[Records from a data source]
--- START ---

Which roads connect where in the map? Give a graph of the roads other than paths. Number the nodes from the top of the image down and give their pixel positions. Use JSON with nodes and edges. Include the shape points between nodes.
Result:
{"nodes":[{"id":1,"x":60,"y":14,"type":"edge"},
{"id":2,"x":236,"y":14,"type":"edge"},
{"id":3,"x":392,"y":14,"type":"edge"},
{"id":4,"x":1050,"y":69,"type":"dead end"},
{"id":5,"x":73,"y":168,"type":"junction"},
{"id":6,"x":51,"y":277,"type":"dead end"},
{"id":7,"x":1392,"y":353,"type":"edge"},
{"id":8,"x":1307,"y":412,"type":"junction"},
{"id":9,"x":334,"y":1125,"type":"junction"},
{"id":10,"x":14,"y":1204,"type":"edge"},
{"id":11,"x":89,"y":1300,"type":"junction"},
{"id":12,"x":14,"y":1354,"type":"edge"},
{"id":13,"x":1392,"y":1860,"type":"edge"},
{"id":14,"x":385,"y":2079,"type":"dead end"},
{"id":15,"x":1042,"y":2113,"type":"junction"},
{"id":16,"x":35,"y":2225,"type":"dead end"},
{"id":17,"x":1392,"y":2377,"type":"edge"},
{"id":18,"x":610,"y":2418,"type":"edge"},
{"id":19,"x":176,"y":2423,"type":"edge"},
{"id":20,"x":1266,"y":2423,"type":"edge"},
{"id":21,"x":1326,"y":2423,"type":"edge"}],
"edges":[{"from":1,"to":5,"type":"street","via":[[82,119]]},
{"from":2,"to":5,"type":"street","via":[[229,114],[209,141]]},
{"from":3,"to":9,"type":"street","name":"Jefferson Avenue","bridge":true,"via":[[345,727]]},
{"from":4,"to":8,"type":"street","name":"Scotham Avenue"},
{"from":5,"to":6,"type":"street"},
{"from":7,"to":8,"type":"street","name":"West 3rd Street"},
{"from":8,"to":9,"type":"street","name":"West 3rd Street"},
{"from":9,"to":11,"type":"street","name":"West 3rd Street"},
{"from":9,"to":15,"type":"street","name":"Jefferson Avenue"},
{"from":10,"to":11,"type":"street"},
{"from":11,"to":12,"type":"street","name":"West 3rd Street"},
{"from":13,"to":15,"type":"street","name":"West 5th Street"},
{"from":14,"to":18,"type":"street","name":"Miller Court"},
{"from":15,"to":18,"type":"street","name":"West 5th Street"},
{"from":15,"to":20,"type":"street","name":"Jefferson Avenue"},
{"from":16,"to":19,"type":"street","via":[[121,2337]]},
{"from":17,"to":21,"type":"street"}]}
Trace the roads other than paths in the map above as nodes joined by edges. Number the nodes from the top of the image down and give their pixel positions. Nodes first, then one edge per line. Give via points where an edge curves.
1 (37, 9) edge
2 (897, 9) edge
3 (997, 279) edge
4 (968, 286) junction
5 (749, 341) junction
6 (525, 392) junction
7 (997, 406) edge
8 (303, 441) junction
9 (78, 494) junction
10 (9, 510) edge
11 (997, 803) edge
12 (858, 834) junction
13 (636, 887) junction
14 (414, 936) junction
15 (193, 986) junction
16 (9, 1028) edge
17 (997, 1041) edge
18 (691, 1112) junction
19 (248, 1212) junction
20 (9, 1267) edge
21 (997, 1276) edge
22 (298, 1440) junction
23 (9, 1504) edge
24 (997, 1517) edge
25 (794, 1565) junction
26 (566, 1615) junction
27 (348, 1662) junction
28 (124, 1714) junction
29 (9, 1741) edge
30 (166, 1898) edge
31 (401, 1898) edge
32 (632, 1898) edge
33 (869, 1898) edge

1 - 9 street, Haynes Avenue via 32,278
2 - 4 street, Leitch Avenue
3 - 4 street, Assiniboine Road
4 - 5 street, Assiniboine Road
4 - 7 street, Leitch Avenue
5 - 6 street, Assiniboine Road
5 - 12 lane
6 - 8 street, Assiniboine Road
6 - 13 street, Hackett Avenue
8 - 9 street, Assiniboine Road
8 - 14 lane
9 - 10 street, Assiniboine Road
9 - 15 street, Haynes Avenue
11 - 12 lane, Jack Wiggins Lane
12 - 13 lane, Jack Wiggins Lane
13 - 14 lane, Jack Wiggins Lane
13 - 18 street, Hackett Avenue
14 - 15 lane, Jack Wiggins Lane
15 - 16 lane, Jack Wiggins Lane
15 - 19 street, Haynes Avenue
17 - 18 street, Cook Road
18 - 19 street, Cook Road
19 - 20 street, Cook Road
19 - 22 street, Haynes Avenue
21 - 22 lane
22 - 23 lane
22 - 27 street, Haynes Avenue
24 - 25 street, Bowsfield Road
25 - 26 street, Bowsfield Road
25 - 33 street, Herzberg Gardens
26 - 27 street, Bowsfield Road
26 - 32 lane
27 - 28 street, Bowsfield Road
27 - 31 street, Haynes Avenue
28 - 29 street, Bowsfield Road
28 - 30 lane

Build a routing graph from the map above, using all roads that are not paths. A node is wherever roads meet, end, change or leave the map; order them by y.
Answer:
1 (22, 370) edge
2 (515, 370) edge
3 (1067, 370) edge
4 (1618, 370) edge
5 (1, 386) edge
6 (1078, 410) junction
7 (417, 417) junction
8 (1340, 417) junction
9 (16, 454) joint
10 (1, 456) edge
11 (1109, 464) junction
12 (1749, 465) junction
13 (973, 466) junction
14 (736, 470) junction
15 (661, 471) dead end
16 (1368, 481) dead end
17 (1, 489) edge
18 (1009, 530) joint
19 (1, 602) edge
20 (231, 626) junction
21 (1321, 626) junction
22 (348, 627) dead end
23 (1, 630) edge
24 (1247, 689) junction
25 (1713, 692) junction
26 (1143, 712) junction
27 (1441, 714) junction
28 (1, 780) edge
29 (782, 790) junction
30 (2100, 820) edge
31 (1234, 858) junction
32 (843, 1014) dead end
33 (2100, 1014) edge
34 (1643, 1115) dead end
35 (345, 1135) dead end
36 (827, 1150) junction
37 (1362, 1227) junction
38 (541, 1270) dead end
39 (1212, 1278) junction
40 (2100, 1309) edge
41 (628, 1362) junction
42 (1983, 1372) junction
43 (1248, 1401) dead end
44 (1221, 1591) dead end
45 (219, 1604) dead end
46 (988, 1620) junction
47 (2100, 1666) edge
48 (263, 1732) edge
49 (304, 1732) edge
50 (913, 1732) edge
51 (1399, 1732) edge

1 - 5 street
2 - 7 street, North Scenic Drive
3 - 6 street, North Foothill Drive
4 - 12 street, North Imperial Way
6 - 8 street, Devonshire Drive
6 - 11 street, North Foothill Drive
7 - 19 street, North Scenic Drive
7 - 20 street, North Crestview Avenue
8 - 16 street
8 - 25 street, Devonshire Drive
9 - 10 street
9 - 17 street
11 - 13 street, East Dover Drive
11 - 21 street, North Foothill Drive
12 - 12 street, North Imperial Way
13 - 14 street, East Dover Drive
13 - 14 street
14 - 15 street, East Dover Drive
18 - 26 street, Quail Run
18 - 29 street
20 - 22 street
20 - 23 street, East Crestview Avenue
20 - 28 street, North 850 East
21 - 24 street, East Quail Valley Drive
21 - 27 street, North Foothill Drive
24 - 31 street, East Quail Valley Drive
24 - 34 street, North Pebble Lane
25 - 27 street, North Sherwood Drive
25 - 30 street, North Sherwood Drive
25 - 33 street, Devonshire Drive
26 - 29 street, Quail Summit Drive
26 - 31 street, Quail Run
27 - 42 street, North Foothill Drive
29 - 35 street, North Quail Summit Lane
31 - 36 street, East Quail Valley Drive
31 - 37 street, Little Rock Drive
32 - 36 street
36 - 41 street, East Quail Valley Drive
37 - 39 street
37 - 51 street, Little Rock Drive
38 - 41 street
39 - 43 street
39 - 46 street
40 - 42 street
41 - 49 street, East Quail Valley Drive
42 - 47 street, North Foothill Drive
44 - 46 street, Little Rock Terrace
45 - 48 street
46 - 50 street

--- END ---

WHAT YOU ARE ASKED TO DO - Among the entries, how many lines hold the word "above"? Please answer with only that number.

OUTPUT OF THE TASK - 2